Oh ! quand il la vit devant lui, si tendre, si émue et si belle, quel immense et tardif remords lui vint. Oui, c’était bien elle la vraie compagne, l’amie. Comment avait-il pu l’abandonner ? Longtemps, longtemps, il pleura sur son épaule sans pouvoir parler. Et c’était heureux qu’il ne parlât pas, car il lui aurait tout dit, tout.

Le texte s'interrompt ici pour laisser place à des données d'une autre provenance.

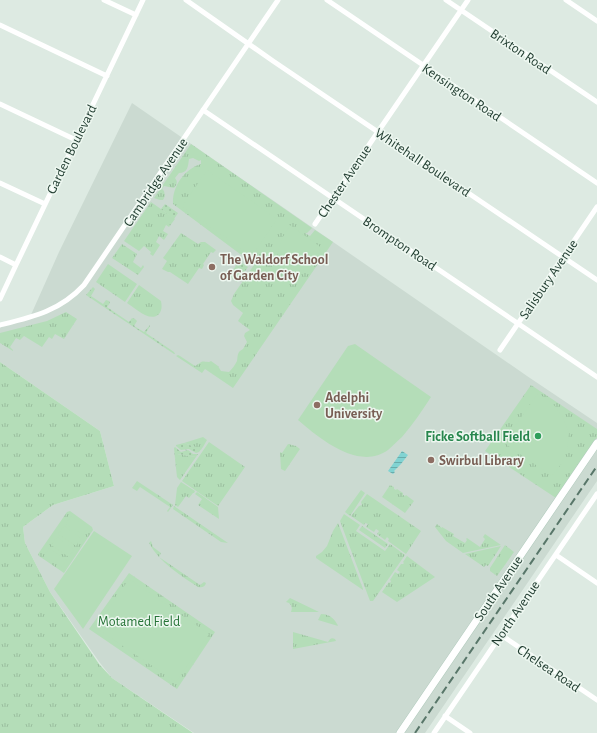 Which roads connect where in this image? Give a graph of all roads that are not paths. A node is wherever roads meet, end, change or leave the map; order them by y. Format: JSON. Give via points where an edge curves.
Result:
{"nodes":[{"id":1,"x":104,"y":0,"type":"edge"},
{"id":2,"x":144,"y":0,"type":"edge"},
{"id":3,"x":186,"y":0,"type":"edge"},
{"id":4,"x":278,"y":0,"type":"edge"},
{"id":5,"x":327,"y":0,"type":"edge"},
{"id":6,"x":446,"y":0,"type":"edge"},
{"id":7,"x":468,"y":0,"type":"edge"},
{"id":8,"x":566,"y":0,"type":"edge"},
{"id":9,"x":461,"y":10,"type":"junction"},
{"id":10,"x":136,"y":15,"type":"junction"},
{"id":11,"x":597,"y":21,"type":"edge"},
{"id":12,"x":0,"y":25,"type":"edge"},
{"id":13,"x":249,"y":44,"type":"junction"},
{"id":14,"x":423,"y":66,"type":"junction"},
{"id":15,"x":107,"y":76,"type":"junction"},
{"id":16,"x":597,"y":102,"type":"edge"},
{"id":17,"x":0,"y":104,"type":"edge"},
{"id":18,"x":203,"y":110,"type":"junction"},
{"id":19,"x":378,"y":132,"type":"junction"},
{"id":20,"x":76,"y":140,"type":"junction"},
{"id":21,"x":0,"y":183,"type":"edge"},
{"id":22,"x":597,"y":183,"type":"edge"},
{"id":23,"x":333,"y":198,"type":"junction"},
{"id":24,"x":45,"y":204,"type":"junction"},
{"id":25,"x":597,"y":207,"type":"edge"},
{"id":26,"x":315,"y":224,"type":"dead end"},
{"id":27,"x":0,"y":257,"type":"edge"},
{"id":28,"x":563,"y":257,"type":"junction"},
{"id":29,"x":16,"y":265,"type":"junction"},
{"id":30,"x":597,"y":280,"type":"edge"},
{"id":31,"x":0,"y":299,"type":"edge"},
{"id":32,"x":518,"y":323,"type":"junction"},
{"id":33,"x":0,"y":325,"type":"edge"},
{"id":34,"x":500,"y":350,"type":"dead end"},
{"id":35,"x":597,"y":377,"type":"edge"},
{"id":36,"x":597,"y":443,"type":"edge"},
{"id":37,"x":597,"y":494,"type":"edge"},
{"id":38,"x":556,"y":555,"type":"junction"},
{"id":39,"x":597,"y":583,"type":"edge"},
{"id":40,"x":501,"y":635,"type":"junction"},
{"id":41,"x":597,"y":700,"type":"edge"},
{"id":42,"x":445,"y":716,"type":"junction"},
{"id":43,"x":400,"y":733,"type":"edge"},
{"id":44,"x":434,"y":733,"type":"edge"},
{"id":45,"x":470,"y":733,"type":"edge"}],
"edges":[{"from":1,"to":10,"type":"street"},
{"from":2,"to":10,"type":"street","name":"Garden Boulevard"},
{"from":3,"to":13,"type":"street","name":"Whitehall Boulevard"},
{"from":4,"to":13,"type":"street","name":"Cambridge Avenue"},
{"from":5,"to":14,"type":"street","name":"Kensington Road"},
{"from":6,"to":9,"type":"street","name":"Brixton Road"},
{"from":7,"to":9,"type":"street","name":"Chester Avenue"},
{"from":8,"to":11,"type":"street"},
{"from":9,"to":14,"type":"street","name":"Chester Avenue"},
{"from":9,"to":16,"type":"street","name":"Brixton Road"},
{"from":10,"to":15,"type":"street","name":"Garden Boulevard"},
{"from":12,"to":15,"type":"street"},
{"from":13,"to":18,"type":"street","name":"Cambridge Avenue"},
{"from":13,"to":19,"type":"street","name":"Whitehall Boulevard"},
{"from":14,"to":19,"type":"street","name":"Chester Avenue"},
{"from":14,"to":22,"type":"street","name":"Kensington Road"},
{"from":15,"to":20,"type":"street","name":"Garden Boulevard"},
{"from":17,"to":20,"type":"street"},
{"from":18,"to":23,"type":"street","name":"Brompton Road"},
{"from":18,"to":33,"type":"street","name":"Cambridge Avenue","via":[[78,292],[52,309]]},
{"from":19,"to":23,"type":"street","name":"Chester Avenue"},
{"from":19,"to":28,"type":"street","name":"Whitehall Boulevard"},
{"from":20,"to":24,"type":"street","name":"Garden Boulevard"},
{"from":21,"to":24,"type":"street"},
{"from":23,"to":26,"type":"street","name":"Chester Avenue"},
{"from":23,"to":32,"type":"street","name":"Brompton Road"},
{"from":24,"to":29,"type":"street","name":"Garden Boulevard"},
{"from":25,"to":28,"type":"street","name":"Salisbury Avenue"},
{"from":27,"to":29,"type":"street"},
{"from":28,"to":30,"type":"street","name":"Whitehall Boulevard"},
{"from":28,"to":32,"type":"street","name":"Salisbury Avenue"},
{"from":29,"to":31,"type":"street","name":"Garden Boulevard"},
{"from":32,"to":34,"type":"street","name":"Salisbury Avenue"},
{"from":32,"to":35,"type":"street","name":"Brompton Road"},
{"from":36,"to":43,"type":"street","name":"South Avenue"},
{"from":37,"to":38,"type":"street","name":"North Avenue"},
{"from":38,"to":39,"type":"street"},
{"from":38,"to":40,"type":"street","name":"North Avenue"},
{"from":40,"to":41,"type":"street","name":"Chelsea Road"},
{"from":40,"to":42,"type":"street","name":"North Avenue"},
{"from":42,"to":44,"type":"street","name":"North Avenue"},
{"from":42,"to":45,"type":"street"}]}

Le malheureux avait besoin d’épanchement, une envie irrésistible de s’accuser, de demander pardon, de diminuer le poids de ce remords qui lui écrasait le cœur Elle lui épargna la peine de prononcer une parole :

– Tu as joué, n’est-ce pas ? tu as perdu… et beaucoup ?

Il faisait signe que oui ; puis, quand il put parler, il avoua qu’il lui fallait cent mille francs pour le surlendemain et qu’il ne savait comment se les procurer. Elle ne lui fit pas un reproche. Elle était de celles qui en face d’un malheur ne songent qu’à le réparer sans la moindre récrimination. Même, dans le fond de son cœur, elle bénissait ce désastre qui le rapprochait d’elle et devenait un lien entre leurs deux existences si séparées depuis longtemps. Elle réfléchit un moment. Ensuite, avec l’effort d’une décision qui a coûté beaucoup de mal à prendre :

– Rien n’est encore perdu, dit-elle. J’irai demain à Savigny demander cet argent au grand-père.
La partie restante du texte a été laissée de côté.